Written by David A. Hughes

Kilpatrick’s David Hughes joined other thought leaders who presented on the topic of “Standing and Retroactivity in State Tax Litigation: Access, Authority, and Constitutional Limits” at the Council for State Taxation 56th Annual Meeting in Memphis.

This session examined critical and often intersecting issues in state tax litigation: who has the right to sue, and how far back the state can reach. The speakers discussed the evolving doctrine of associational standing, analyzing when trade groups, nonprofits, and other associations may litigate on behalf of their members, and how courts balance access to justice with judicial efficiency and standing limitations. The session delved into the constitutional and statutory limits of retroactive taxation, with a focus on due process concerns and key cases.

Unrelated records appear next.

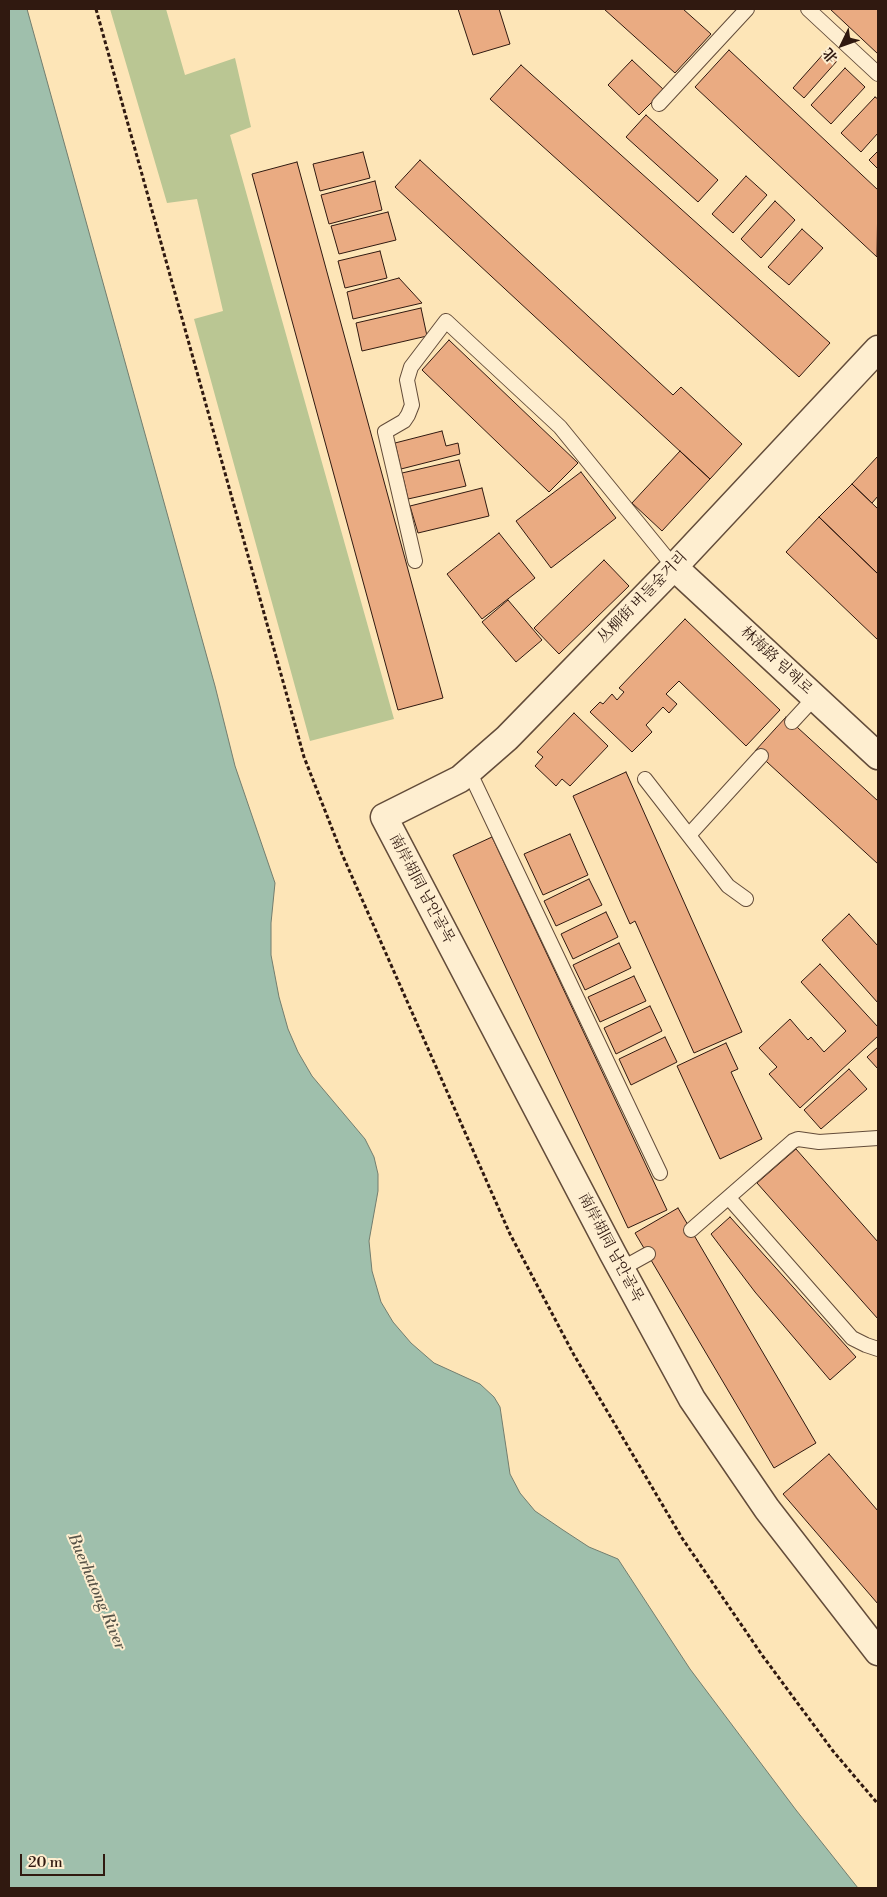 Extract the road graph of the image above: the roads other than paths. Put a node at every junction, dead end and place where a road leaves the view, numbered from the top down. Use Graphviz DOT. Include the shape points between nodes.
graph roads {
  1 [pos="747,9"];
  2 [pos="808,9"];
  3 [pos="878,74"];
  4 [pos="659,104"];
  5 [pos="878,349"];
  6 [pos="415,562"];
  7 [pos="674,566"];
  8 [pos="815,698"];
  9 [pos="792,722"];
  10 [pos="761,756"];
  11 [pos="878,756"];
  12 [pos="469,771"];
  13 [pos="644,779"];
  14 [pos="384,817"];
  15 [pos="689,836"];
  16 [pos="746,899"];
  17 [pos="878,1138"];
  18 [pos="660,1173"];
  19 [pos="728,1198"];
  20 [pos="691,1230"];
  21 [pos="648,1254"];
  22 [pos="621,1269"];
  23 [pos="878,1349"];
  24 [pos="874,1638"];
  1 -- 4 [label="lane"];
  2 -- 3 [label="lane"];
  5 -- 7 [label="street, 丛柳街 버들숲거리"];
  6 -- 7 [label="lane" via="386,432 408,416 412,405 407,380 411,367 446,321 560,427"];
  7 -- 8 [label="street, 林海路 림해로"];
  7 -- 12 [label="street, 丛柳街 버들숲거리" via="507,738"];
  8 -- 9 [label="lane"];
  8 -- 11 [label="street, 林海路 림해로"];
  10 -- 15 [label="lane"];
  12 -- 14 [label="street, 丛柳街 버들숲거리" via="460,779"];
  12 -- 18 [label="lane"];
  13 -- 15 [label="lane"];
  14 -- 22 [label="street, 南岸胡同 남안골목"];
  15 -- 16 [label="lane" via="728,886"];
  17 -- 19 [label="lane" via="793,1141"];
  19 -- 20 [label="lane"];
  19 -- 23 [label="lane" via="852,1338"];
  21 -- 22 [label="lane"];
  22 -- 24 [label="street, 南岸胡同 남안골목" via="692,1399 768,1509"];
}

David’s key takeaways from the presentation include:

  1. The Supreme Court’s Carlton framework sets constitutional limits on retroactive tax legislation, requiring a legitimate legislative purpose achieved by rational means and a modest period of retroactivity.  States and courts have stretched “modest,” with decisions upholding retroactive periods of six years or more (e.g., IBM in Michigan) and even a technical 27-year reach (Dot Foods in Washington), while others like California generally limit retroactivity to the current tax year. Since Carlton, over 40 cases have addressed retroactive tax laws, with roughly 85% upholding constitutionality, at least 20 states enacting retroactive legislation, and about half of decisions approving four or more years—raising separation-of-powers concerns where legislatures revisit adjudicated matters.
  1. California’s SB 167 (RTC § 25128.9) effectively reverses the OTA’s Microsoft decision by excluding from the sales factor any receipts tied to income not included in net income, and it applies to taxable years before, on, or after its effective date.  Two lawsuits—National Taxpayers Union v. FTB and California Taxpayers Association v. FTB—challenge the law’s retroactive effective date as a change (not a clarification) under Carlton’s Due Process test.
  1. Retroactive regulations and guidance face distinct hurdles because courts first ask whether an agency interpretation merits deference at all; some guidance is nonbinding, and many states have curtailed deference to tax departments, particularly post–Loper Bright.  The Supreme Court’s Bowen v. Georgetown University Hospital presumption against retroactive rulemaking requires clear statutory authorization for retroactive rules, making retroactive shifts in interpretive tax regulations especially vulnerable.
  1. New York’s recent cases show mixed outcomes for retroactive rules.  For example, in ACMA v. DTF,  the Court generally upheld a regulation interpreting P.L. 86-272 but struck down its retroactive application as unconstitutional, while in Paychex the court upheld both the regulation and its retroactive application. 
  1. Associational standing enables trade associations to sue on behalf of members when members would have standing, the interests are germane to the association’s purpose, and the claims/relief don’t require individual member participation, per Hunt.  It is a growing tool in state tax disputes—e.g., Chamber of Commerce v. Lierman (Maryland Digital Ad Tax) and the pending NTU and CalTax cases in California—and states like Oregon have codified the three-prong test, making associations effective vehicles to challenge retroactive tax measures.